Pakistani paramilitary soldiers arrive to cordon off an area during an operation against criminal gangs in a troubled area of Karachi (AFP Photo / RIZWAN TABASSUM)
The Pakistani military are under orders to take down any UAV they locate in the country’s air space. So far, the only drones making incursions into Pakistani skies have been US Predators used to attack Taliban insurgents.

In a speech to troops on the border, Pakistan’s Chief General Ashfaq Pervez Kiani told them to use all means at their disposal to give a “shattering answer” to any aggression – whatever the price or consequences.

For his part, the Commander of NATO forces in Afghanistan, American General John R. Allen, said he did not rule out the possibility of a repeat of last month’s NATO strike on Pakistani soldiers.

The news appears to be a development of the notorious friendly fire incident on November 26 on Mohmand frontier territory, when 24 border guards died and over 30 were injured after an American assault helicopter entered Pakistan territory and devastated a block post, taking servicemen for mujahedeen.

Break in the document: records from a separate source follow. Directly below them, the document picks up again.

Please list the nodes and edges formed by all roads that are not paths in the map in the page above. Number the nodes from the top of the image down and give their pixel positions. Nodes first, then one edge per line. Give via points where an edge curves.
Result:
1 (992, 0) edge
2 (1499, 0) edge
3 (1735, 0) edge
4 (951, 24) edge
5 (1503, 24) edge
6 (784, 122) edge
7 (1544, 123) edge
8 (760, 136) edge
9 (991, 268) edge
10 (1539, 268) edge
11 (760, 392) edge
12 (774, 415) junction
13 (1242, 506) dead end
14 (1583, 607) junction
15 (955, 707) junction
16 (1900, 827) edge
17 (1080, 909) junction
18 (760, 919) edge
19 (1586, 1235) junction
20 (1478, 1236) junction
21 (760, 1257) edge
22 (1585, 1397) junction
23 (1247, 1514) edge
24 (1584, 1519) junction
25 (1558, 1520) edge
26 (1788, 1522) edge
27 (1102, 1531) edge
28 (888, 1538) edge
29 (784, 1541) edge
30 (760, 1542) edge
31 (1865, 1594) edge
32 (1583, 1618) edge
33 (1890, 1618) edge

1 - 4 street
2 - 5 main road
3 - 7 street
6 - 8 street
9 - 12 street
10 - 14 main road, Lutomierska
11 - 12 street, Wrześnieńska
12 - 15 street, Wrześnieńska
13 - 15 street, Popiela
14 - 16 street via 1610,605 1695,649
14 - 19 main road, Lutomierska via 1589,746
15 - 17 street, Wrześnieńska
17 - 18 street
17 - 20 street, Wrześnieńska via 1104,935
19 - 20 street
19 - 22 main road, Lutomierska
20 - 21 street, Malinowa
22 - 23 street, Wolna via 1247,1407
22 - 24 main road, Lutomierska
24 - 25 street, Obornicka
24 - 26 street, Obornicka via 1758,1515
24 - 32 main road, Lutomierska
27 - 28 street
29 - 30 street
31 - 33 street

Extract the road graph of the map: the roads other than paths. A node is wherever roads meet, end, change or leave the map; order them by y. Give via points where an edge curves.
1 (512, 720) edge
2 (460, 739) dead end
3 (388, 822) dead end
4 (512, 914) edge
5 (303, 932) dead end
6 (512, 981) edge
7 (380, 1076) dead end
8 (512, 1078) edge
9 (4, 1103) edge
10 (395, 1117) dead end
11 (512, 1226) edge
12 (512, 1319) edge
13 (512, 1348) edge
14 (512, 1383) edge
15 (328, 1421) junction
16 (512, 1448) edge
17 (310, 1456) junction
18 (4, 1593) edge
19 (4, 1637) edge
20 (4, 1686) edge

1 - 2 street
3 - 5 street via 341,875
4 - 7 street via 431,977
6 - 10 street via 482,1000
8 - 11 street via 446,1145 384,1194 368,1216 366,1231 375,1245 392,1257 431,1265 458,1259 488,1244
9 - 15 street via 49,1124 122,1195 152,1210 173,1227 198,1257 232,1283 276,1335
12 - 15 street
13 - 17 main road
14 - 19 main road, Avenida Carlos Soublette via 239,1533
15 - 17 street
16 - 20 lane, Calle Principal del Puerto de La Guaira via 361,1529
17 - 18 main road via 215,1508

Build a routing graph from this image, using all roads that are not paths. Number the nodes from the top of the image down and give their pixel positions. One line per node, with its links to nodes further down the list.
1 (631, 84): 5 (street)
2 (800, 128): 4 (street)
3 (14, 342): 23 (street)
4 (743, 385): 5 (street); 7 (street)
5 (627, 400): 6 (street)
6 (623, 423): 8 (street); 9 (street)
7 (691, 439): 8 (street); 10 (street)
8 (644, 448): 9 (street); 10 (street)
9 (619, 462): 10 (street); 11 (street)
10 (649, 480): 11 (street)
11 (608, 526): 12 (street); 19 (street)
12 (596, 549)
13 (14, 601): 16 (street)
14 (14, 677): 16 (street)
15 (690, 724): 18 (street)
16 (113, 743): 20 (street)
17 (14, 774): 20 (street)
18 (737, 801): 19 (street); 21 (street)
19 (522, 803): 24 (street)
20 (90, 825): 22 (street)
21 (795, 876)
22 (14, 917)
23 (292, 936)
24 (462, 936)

Pakistan has called the accident a well-planned, premeditated assault, whereas the American command insists the incident was a tragic and unintentional mistake.

As a result of the incident, a love-hate relationship has turned openly hostile.

Pakistan has halted all cargo transits through its territory to the international contingent in Afghanistan.

On December 4, Islamabad also gave Washington 15 days to vacate Shamsi air base in southwestern Balochistan province on the Afghani border – an order which the US military have obeyed.

On Monday it was reported that Pakistani border guards had taken control of the Shamsi base after 50 American personnel vacated it, with their equipment.

Though the Shamsi base was used as primarily as a facility to co-ordinate drone strikes against militants, the expulsion of US personnel was not expected to seriously interfere with US drone attack capabilities in the region.

The base has been in use since 2001 when the government of Pervez Musharraf approved its lease to the United States. 

US-Pakistani relations have been deteriorating rapidly since May this year, when the US successfully conducted an operation to assassinate Osama bin Laden on Pakistani soil without informing the Pakistani government. 

The dispute also threatens hopes of putting an end to the Afghan war. The Pakistani PM turned down personal invitation from Afghan President Hamid Karzai to join peace talks in Bonn, Germany, last Monday.